Hundreds of shoots are facing an uncertain future as a number of licences are being turned down due to threats of avian influenza

The general licence change is set to have a major impact on businesses, livelihoods and conservation

As ST reported last week, shoots across the country have been struggling to deal with the implications of the Government’s 11th-hour changes to general licence 43, covering the release of gamebirds in or around Special Protection Areas (SPAs). 

The licence was suddenly withdrawn and in its place there was a requirement for shoots within 500m of a European-designated SPA to apply for a new, individual licence before releasing. ST now understands that those licence applications are often being declined on the grounds that avian influenza is a risk in these areas.

One of reportedly hundreds of shoots affected is the Royal Artillery Shoot, one of whose members is Ian Bell, chief executive of BASC. Ian said: “We have to make a decision about whether the Royal Artillery will fold after running for almost 100 years. This change is affecting businesses, livelihoods and is impacting people’s wellbeing. 

“Many shoots will have to close by the end of the week if they cannot get a licence. There is a simple solution — Defra should reverse the change that was made without consultation and reinstate the licences from last year.”

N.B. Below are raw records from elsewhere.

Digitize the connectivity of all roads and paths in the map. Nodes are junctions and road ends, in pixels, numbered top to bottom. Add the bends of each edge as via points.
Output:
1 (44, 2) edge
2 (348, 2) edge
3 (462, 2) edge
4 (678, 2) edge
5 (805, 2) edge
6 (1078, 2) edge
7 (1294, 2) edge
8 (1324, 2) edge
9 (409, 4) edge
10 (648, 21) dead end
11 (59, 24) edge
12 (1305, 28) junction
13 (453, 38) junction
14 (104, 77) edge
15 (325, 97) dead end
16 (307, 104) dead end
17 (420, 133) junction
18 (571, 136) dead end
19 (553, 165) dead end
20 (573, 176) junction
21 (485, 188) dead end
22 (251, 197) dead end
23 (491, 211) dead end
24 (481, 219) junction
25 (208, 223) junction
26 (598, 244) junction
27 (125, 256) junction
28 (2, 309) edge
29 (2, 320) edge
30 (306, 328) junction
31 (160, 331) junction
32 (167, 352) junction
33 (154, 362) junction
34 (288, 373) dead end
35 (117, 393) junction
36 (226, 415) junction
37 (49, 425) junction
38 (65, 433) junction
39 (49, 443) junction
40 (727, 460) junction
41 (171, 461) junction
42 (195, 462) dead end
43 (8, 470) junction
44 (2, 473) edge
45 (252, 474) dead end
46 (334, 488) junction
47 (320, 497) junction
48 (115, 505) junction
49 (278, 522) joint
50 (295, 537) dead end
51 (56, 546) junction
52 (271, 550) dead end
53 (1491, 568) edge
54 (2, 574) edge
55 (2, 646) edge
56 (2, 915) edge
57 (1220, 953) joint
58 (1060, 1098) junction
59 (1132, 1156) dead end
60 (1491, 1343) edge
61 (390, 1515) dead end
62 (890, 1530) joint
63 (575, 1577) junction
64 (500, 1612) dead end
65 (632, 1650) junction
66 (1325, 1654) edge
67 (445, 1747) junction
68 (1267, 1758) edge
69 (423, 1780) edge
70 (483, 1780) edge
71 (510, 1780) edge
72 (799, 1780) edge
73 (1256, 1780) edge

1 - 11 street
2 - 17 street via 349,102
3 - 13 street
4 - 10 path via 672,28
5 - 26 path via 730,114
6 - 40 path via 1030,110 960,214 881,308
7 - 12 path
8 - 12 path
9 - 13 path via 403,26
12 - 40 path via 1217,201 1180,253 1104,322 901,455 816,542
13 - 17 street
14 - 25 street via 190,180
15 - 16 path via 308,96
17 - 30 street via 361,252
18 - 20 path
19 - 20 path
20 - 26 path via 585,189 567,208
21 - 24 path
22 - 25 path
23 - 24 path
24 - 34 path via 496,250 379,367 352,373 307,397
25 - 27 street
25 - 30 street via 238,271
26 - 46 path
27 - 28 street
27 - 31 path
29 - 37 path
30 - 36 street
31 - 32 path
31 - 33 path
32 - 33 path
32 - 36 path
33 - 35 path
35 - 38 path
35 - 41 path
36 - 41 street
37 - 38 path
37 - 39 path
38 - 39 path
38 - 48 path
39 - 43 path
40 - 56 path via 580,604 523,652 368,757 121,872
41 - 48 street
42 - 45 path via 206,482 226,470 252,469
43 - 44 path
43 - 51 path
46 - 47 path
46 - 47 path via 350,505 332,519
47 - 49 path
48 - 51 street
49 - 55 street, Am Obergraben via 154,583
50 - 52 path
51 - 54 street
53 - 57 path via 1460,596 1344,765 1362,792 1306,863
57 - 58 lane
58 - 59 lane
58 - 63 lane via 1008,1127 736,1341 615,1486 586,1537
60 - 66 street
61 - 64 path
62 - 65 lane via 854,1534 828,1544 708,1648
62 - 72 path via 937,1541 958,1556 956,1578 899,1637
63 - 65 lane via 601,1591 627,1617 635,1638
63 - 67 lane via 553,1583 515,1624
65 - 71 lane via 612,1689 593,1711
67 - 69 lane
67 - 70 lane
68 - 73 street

Shoots expecting the delivery of poults are trapped in a catch-22. Most cannot house thousands of birds safely, they cannot release them, but they are also not allowed to cull them.

Nigel Neame, secretary of the Bulford and Tidworth Garrison Shoot, was among those told that it was being denied a licence to release birds on the protected area on Salisbury Plain, according to a story in The Telegraph.

It came as a surprise to the shoot, which even last year at the peak of avian influenza had been given permission to put down extra birds there.

“There was no consultation, and we had no expectation that the rules would change this year,” Mr Neame told the paper. “If the shoot doesn’t go ahead, we will have to make our keeper redundant. This will have a hugely damaging impact on conservation and the threatened bird species. When the news came, I had my keeper on the phone in tears, he has worked so hard for this season.” 

BASC has started legal action against Defra to overturn its decision, but that will take months to progress through the courts, and even a positive outcome would be too late for many shoots.